Para cualquiera que hoy cruza
el desierto hacia Hajibirgit resultan obvias las perturbadoras interrogantes
que surgen en su mente. ¿Quién les dijo a los estadunidenses que fueran a ese
pueblo? ¿Quién les dijo que allí podrían encontrar dirigentes talibanes y de Al
Qaeda? ¿Sería acaso Abdul Rahman Khan, el despiadado jefe policiaco cuyos
hombres se dieron tanta prisa en saquear las casuchas de adobe cuando terminó
la incursión? Hoy, Hajibirgit es virtualmente un pueblo fantasma; su jefe
tribal ha muerto, la mayoría de sus casas están abandonadas. Apenas si quedan
unos 40 pobladores. Unos días después todos se reunieron en la tumba de piedra
de Zarguna para recordar a la niña sacrificada.
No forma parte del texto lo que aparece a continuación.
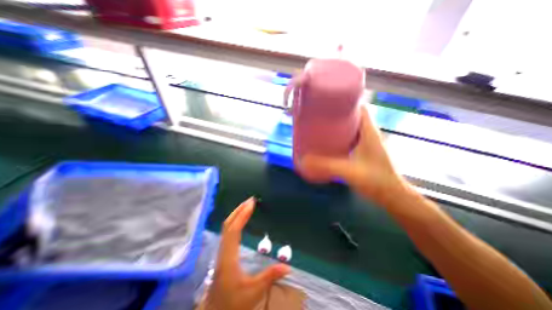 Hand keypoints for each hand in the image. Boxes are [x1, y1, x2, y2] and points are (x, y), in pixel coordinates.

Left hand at [202, 198, 288, 309]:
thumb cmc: (232, 304)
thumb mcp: (253, 293)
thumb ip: (269, 277)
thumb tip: (288, 267)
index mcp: (229, 257)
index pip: (234, 230)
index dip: (243, 215)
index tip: (252, 203)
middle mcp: (223, 250)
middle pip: (228, 225)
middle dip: (238, 210)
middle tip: (250, 200)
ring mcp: (221, 251)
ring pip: (226, 227)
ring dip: (236, 214)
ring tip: (246, 206)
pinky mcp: (223, 253)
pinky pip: (228, 232)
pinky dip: (234, 221)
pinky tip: (240, 221)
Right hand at [300, 106, 406, 203]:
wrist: (393, 197)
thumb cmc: (377, 181)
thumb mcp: (350, 171)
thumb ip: (326, 166)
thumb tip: (304, 160)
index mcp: (369, 131)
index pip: (360, 108)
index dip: (346, 102)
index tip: (330, 102)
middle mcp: (369, 134)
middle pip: (353, 117)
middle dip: (337, 114)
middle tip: (321, 116)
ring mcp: (367, 143)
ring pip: (351, 128)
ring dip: (338, 127)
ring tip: (322, 127)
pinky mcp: (364, 152)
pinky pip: (350, 139)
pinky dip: (340, 138)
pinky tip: (330, 144) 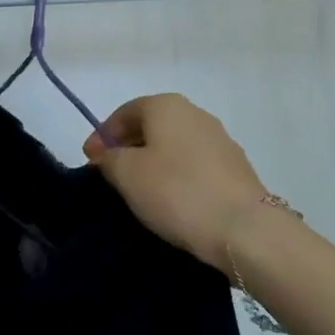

“Somos pobres, ¿qué podemos
hacer?”, me preguntó Mohamedin.
No supe qué contestar. La
“guerra al terror” del presidente Bush, su lucha del “bien contra el mal”,
descendió sobre Hajibirgit.
Y hoy, Hajibirgit ha muerto.
* La Jornada, México,
11 de septiembre de 2002. Publicado originalmente en The Independent. Traducción: Jorge Anaya.